(Data shown Opens)

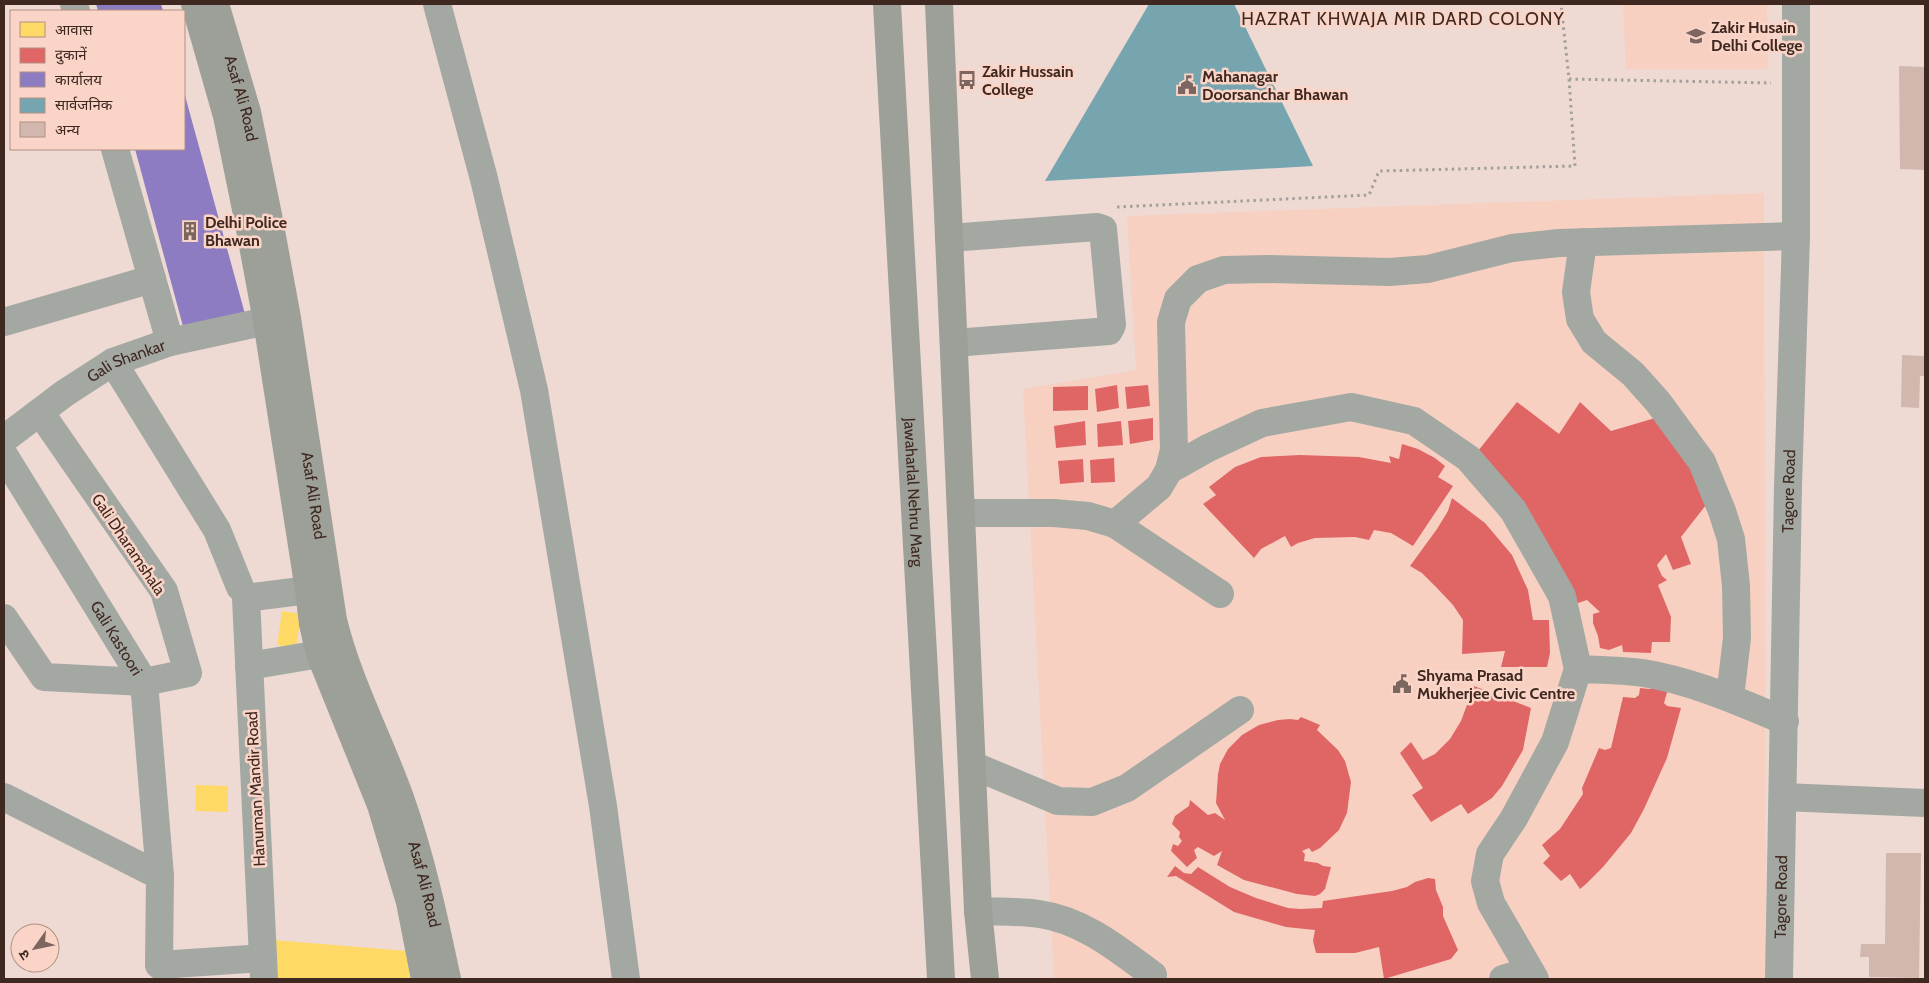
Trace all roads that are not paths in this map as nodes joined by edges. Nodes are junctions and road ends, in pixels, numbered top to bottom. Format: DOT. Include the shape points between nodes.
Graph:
graph roads {
  1 [pos="195,4"];
  2 [pos="215,4"];
  3 [pos="437,4"];
  4 [pos="887,4"];
  5 [pos="939,4"];
  6 [pos="1796,4"];
  7 [pos="115,150"];
  8 [pos="1796,236"];
  9 [pos="949,238"];
  10 [pos="1583,242"];
  11 [pos="152,280"];
  12 [pos="267,321"];
  13 [pos="4,322"];
  14 [pos="170,342"];
  15 [pos="954,343"];
  16 [pos="113,362"];
  17 [pos="40,412"];
  18 [pos="4,439"];
  19 [pos="4,455"];
  20 [pos="1169,470"];
  21 [pos="961,513"];
  22 [pos="1115,524"];
  23 [pos="309,590"];
  24 [pos="243,592"];
  25 [pos="1220,594"];
  26 [pos="4,618"];
  27 [pos="320,654"];
  28 [pos="249,666"];
  29 [pos="1578,669"];
  30 [pos="144,682"];
  31 [pos="1730,697"];
  32 [pos="1240,710"];
  33 [pos="1785,721"];
  34 [pos="972,765"];
  35 [pos="4,797"];
  36 [pos="1783,797"];
  37 [pos="1925,803"];
  38 [pos="160,876"];
  39 [pos="978,911"];
  40 [pos="263,969"];
  41 [pos="1153,975"];
  42 [pos="1532,975"];
  43 [pos="425,979"];
  44 [pos="447,979"];
  45 [pos="626,979"];
  46 [pos="942,979"];
  47 [pos="985,979"];
  48 [pos="1503,979"];
  49 [pos="1779,979"];
  1 -- 12 [label="main road, Asaf Ali Road" via="227,116"];
  2 -- 44 [label="main road, Asaf Ali Road" via="247,112 271,230 333,620 340,648 400,799 430,897"];
  3 -- 45 [label="street" via="484,179 534,390 602,796"];
  4 -- 46 [label="main road, Jawaharlal Nehru Marg"];
  5 -- 9 [label="main road"];
  6 -- 8 [label="street, Tagore Road"];
  7 -- 11 [label="street"];
  8 -- 10 [label="street"];
  8 -- 33 [label="street, Tagore Road"];
  9 -- 15 [label="main road"];
  9 -- 15 [label="street" via="1103,229 1112,325 1108,331"];
  10 -- 20 [label="street" via="1512,248 1428,269 1389,272 1224,270 1198,279 1178,299 1171,322 1174,450"];
  10 -- 31 [label="street" via="1576,292 1580,319 1594,342 1633,374 1658,402 1702,462 1722,511 1731,539 1736,586 1737,638"];
  11 -- 13 [label="street"];
  11 -- 14 [label="street"];
  12 -- 14 [label="street, Gali Shankar"];
  12 -- 23 [label="main road, Asaf Ali Road"];
  14 -- 16 [label="street, Gali Shankar"];
  15 -- 21 [label="main road"];
  16 -- 17 [label="street, Gali Shankar"];
  16 -- 24 [label="street, Hanuman Mandir Road" via="217,530"];
  17 -- 18 [label="street, Gali Shankar"];
  17 -- 30 [label="street, Gali Dharamshala" via="164,591 188,673"];
  19 -- 30 [label="street, Gali Kastoori"];
  20 -- 22 [label="street" via="1159,487"];
  20 -- 29 [label="street" via="1262,423 1351,408 1414,421 1468,458 1513,510 1562,596"];
  21 -- 22 [label="street" via="1054,513 1088,516"];
  21 -- 34 [label="main road"];
  22 -- 25 [label="street"];
  23 -- 24 [label="street"];
  23 -- 27 [label="main road, Asaf Ali Road"];
  24 -- 28 [label="street, Hanuman Mandir Road"];
  26 -- 30 [label="street" via="44,677"];
  27 -- 28 [label="street"];
  27 -- 43 [label="main road, Asaf Ali Road" via="381,805 410,902"];
  28 -- 40 [label="street, Hanuman Mandir Road"];
  29 -- 31 [label="street" via="1643,673"];
  29 -- 42 [label="street" via="1555,742 1514,818 1490,854 1485,881 1491,903"];
  30 -- 38 [label="street, Gali Kastoori"];
  31 -- 33 [label="street"];
  32 -- 34 [label="street" via="1127,788 1092,802 1058,801"];
  33 -- 36 [label="street, Tagore Road"];
  34 -- 39 [label="main road"];
  35 -- 38 [label="street"];
  36 -- 37 [label="street"];
  36 -- 49 [label="street, Tagore Road"];
  38 -- 40 [label="street, Gali Kastoori" via="159,965"];
  39 -- 41 [label="street" via="1040,914 1076,925 1107,940"];
  39 -- 47 [label="main road"];
  42 -- 48 [label="street"];
}
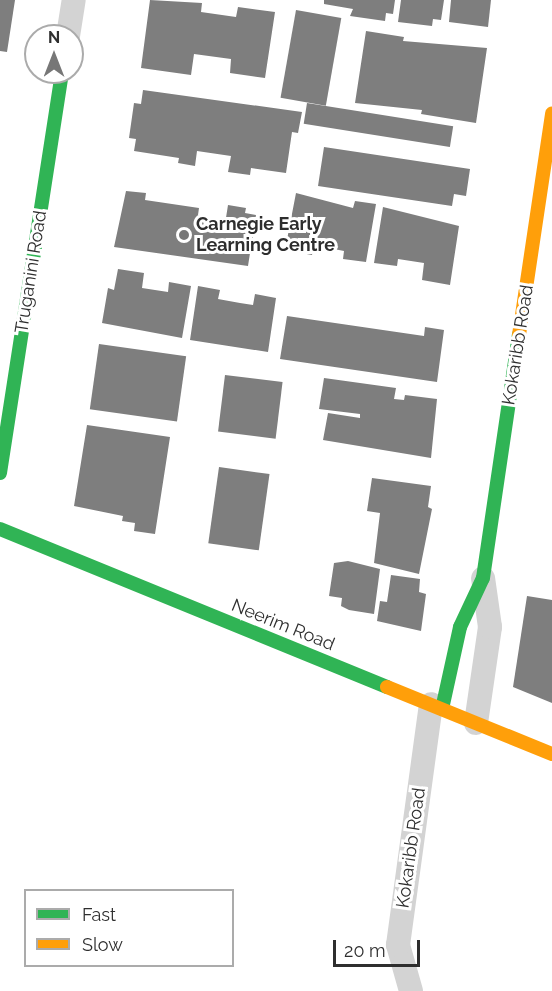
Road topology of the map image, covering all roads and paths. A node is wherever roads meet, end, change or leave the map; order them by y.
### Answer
1 (74, 0) edge
2 (70, 24) edge
3 (60, 84) edge
4 (552, 113) edge
5 (0, 473) edge
6 (0, 529) edge
7 (483, 578) junction
8 (437, 707) junction
9 (476, 723) junction
10 (552, 754) edge
11 (411, 991) edge

1 - 2 street
3 - 5 street, Truganini Road
4 - 7 street, Kokaribb Road
6 - 8 street, Neerim Road
7 - 8 street, Kokaribb Road
7 - 9 street, Kokaribb Road
8 - 9 street, Neerim Road
8 - 11 street, Kokaribb Road
9 - 10 street, Neerim Road

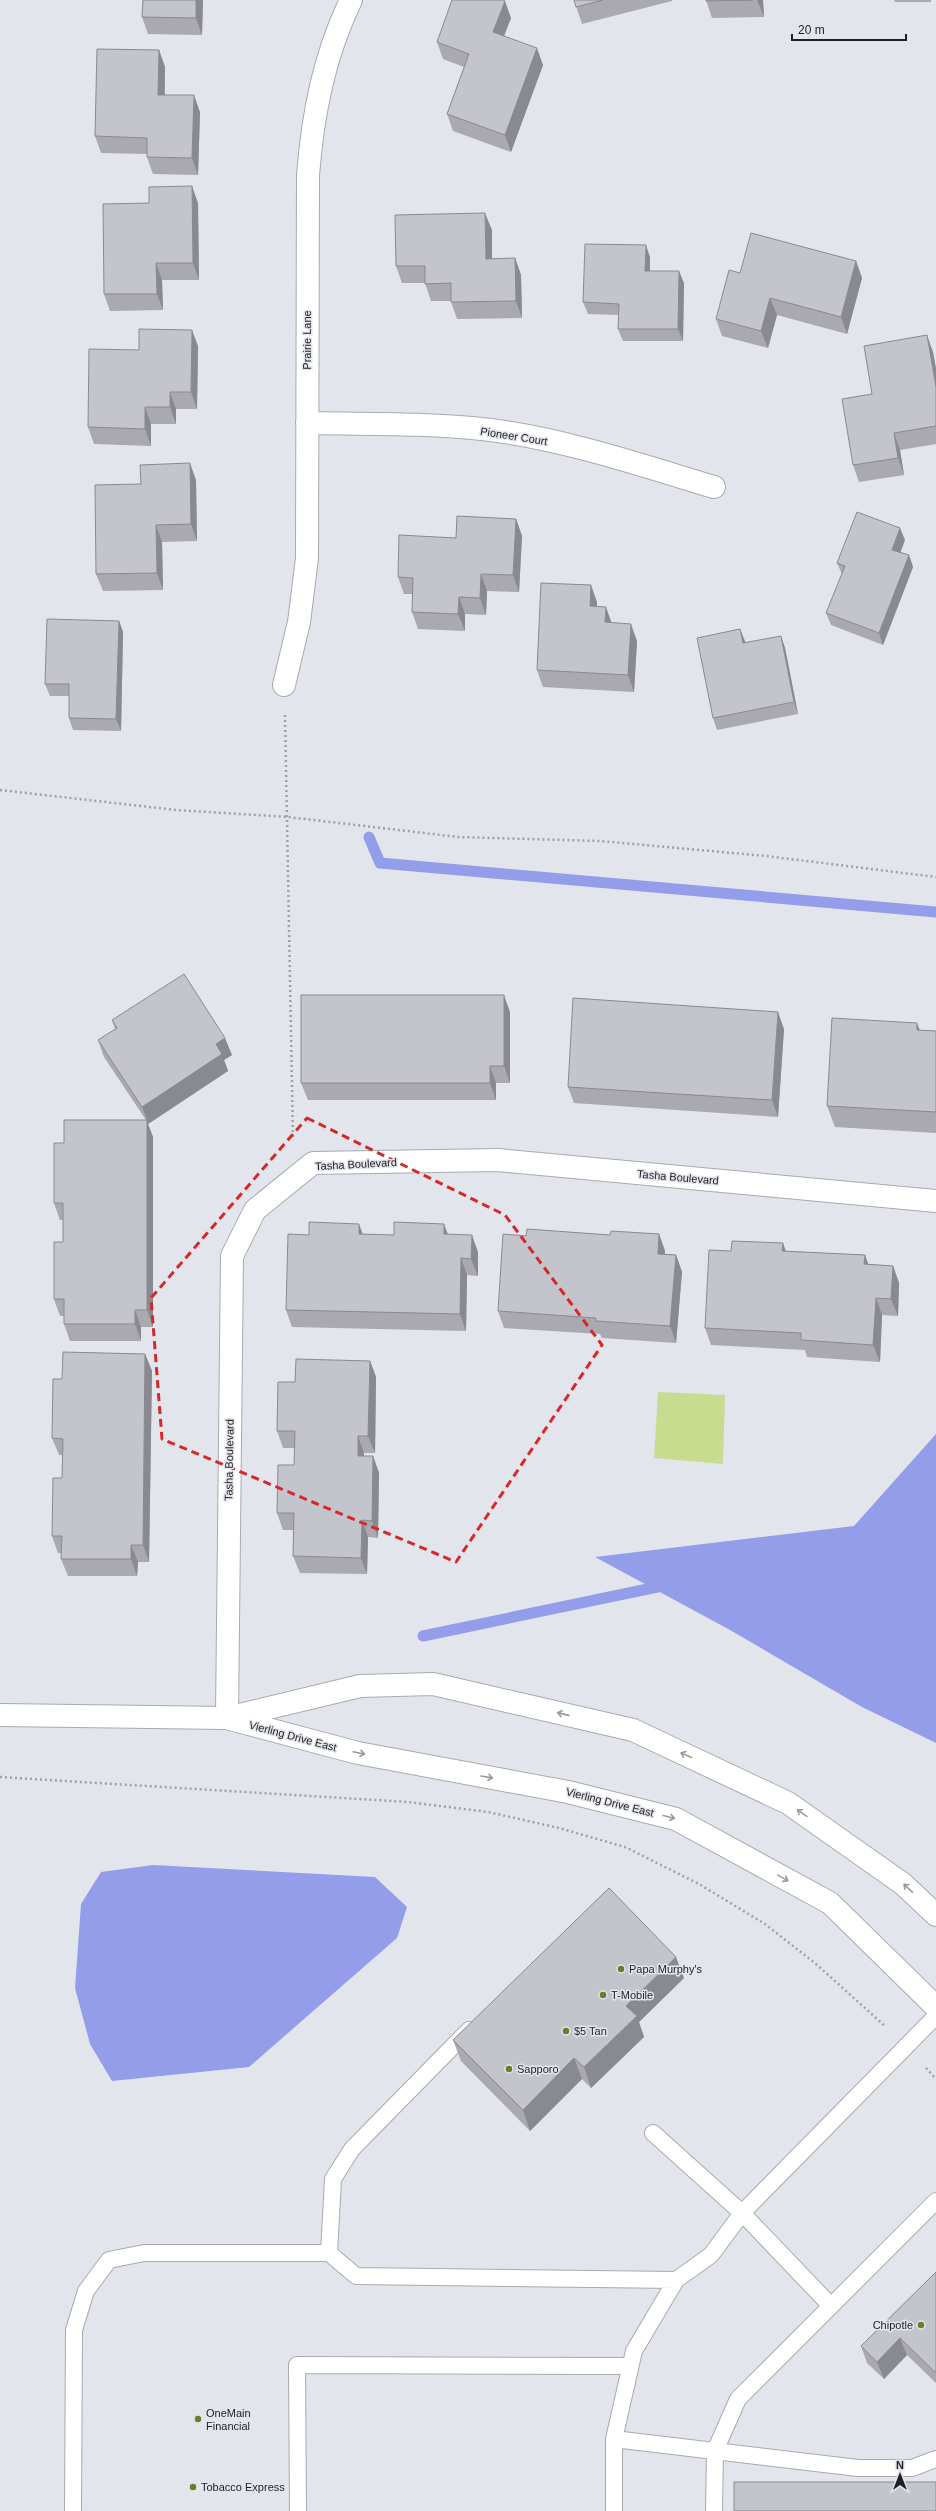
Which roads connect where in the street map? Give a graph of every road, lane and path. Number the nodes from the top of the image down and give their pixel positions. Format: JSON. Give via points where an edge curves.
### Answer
{"nodes":[{"id":1,"x":351,"y":0,"type":"edge"},
{"id":2,"x":307,"y":423,"type":"junction"},
{"id":3,"x":714,"y":487,"type":"dead end"},
{"id":4,"x":284,"y":685,"type":"joint"},
{"id":5,"x":0,"y":790,"type":"edge"},
{"id":6,"x":288,"y":818,"type":"junction"},
{"id":7,"x":936,"y":877,"type":"edge"},
{"id":8,"x":294,"y":1179,"type":"junction"},
{"id":9,"x":936,"y":1201,"type":"edge"},
{"id":10,"x":0,"y":1715,"type":"edge"},
{"id":11,"x":227,"y":1718,"type":"junction"},
{"id":12,"x":0,"y":1777,"type":"edge"},
{"id":13,"x":936,"y":1915,"type":"edge"},
{"id":14,"x":936,"y":2007,"type":"edge"},
{"id":15,"x":936,"y":2016,"type":"edge"},
{"id":16,"x":479,"y":2019,"type":"edge"},
{"id":17,"x":906,"y":2047,"type":"junction"},
{"id":18,"x":936,"y":2079,"type":"edge"},
{"id":19,"x":653,"y":2133,"type":"dead end"},
{"id":20,"x":936,"y":2201,"type":"edge"},
{"id":21,"x":742,"y":2213,"type":"junction"},
{"id":22,"x":329,"y":2253,"type":"junction"},
{"id":23,"x":676,"y":2280,"type":"junction"},
{"id":24,"x":831,"y":2306,"type":"junction"},
{"id":25,"x":630,"y":2366,"type":"junction"},
{"id":26,"x":614,"y":2439,"type":"junction"},
{"id":27,"x":715,"y":2451,"type":"junction"},
{"id":28,"x":936,"y":2459,"type":"edge"},
{"id":29,"x":912,"y":2468,"type":"junction"},
{"id":30,"x":936,"y":2471,"type":"edge"},
{"id":31,"x":73,"y":2511,"type":"edge"},
{"id":32,"x":298,"y":2511,"type":"edge"},
{"id":33,"x":614,"y":2511,"type":"edge"},
{"id":34,"x":714,"y":2511,"type":"edge"}],
"edges":[{"from":1,"to":2,"type":"street","name":"Prairie Lane","via":[[323,72],[313,122],[308,175]]},
{"from":2,"to":3,"type":"street","name":"Pioneer Court","via":[[403,424],[492,430],[581,448]]},
{"from":2,"to":4,"type":"street","name":"Prairie Lane","via":[[307,558],[299,622]]},
{"from":4,"to":6,"type":"path"},
{"from":5,"to":6,"type":"path","via":[[176,810]]},
{"from":6,"to":7,"type":"path","via":[[458,837],[600,841],[750,854]]},
{"from":6,"to":8,"type":"path"},
{"from":8,"to":9,"type":"street","name":"Tasha Boulevard","via":[[313,1164],[498,1160]]},
{"from":8,"to":11,"type":"street","name":"Tasha Boulevard","via":[[255,1210],[232,1256]]},
{"from":10,"to":11,"type":"street","name":"Vierling Drive East"},
{"from":13,"to":11,"type":"street","name":"Vierling Drive East","one_way":true,"via":[[903,1884],[788,1803],[633,1730],[433,1684],[360,1686]]},
{"from":11,"to":14,"type":"street","name":"Vierling Drive East","one_way":true,"via":[[358,1753],[568,1792],[676,1819],[830,1903]]},
{"from":12,"to":17,"type":"path","via":[[408,1802],[488,1812],[559,1828],[625,1847],[699,1884],[765,1924],[816,1964]]},
{"from":15,"to":17,"type":"lane"},
{"from":16,"to":22,"type":"lane","via":[[352,2149],[333,2179]]},
{"from":17,"to":18,"type":"path"},
{"from":17,"to":21,"type":"lane"},
{"from":19,"to":21,"type":"lane"},
{"from":20,"to":24,"type":"lane"},
{"from":21,"to":23,"type":"lane","via":[[710,2255]]},
{"from":21,"to":24,"type":"lane"},
{"from":22,"to":23,"type":"lane","via":[[356,2276]]},
{"from":22,"to":31,"type":"lane","via":[[144,2253],[109,2260],[86,2291],[74,2330]]},
{"from":23,"to":25,"type":"lane","via":[[634,2351]]},
{"from":24,"to":27,"type":"lane","via":[[738,2399]]},
{"from":25,"to":26,"type":"lane"},
{"from":25,"to":32,"type":"lane","via":[[297,2365]]},
{"from":26,"to":27,"type":"lane"},
{"from":26,"to":33,"type":"lane"},
{"from":27,"to":29,"type":"lane","via":[[858,2468]]},
{"from":27,"to":34,"type":"lane"},
{"from":28,"to":29,"type":"lane"},
{"from":29,"to":30,"type":"lane"}]}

(Data shown Closes)

What you are asked to do:
Where a line of the data holds "Neerim", show that line.

Problem solution:
6 - 8 street, Neerim Road
8 - 9 street, Neerim Road
9 - 10 street, Neerim Road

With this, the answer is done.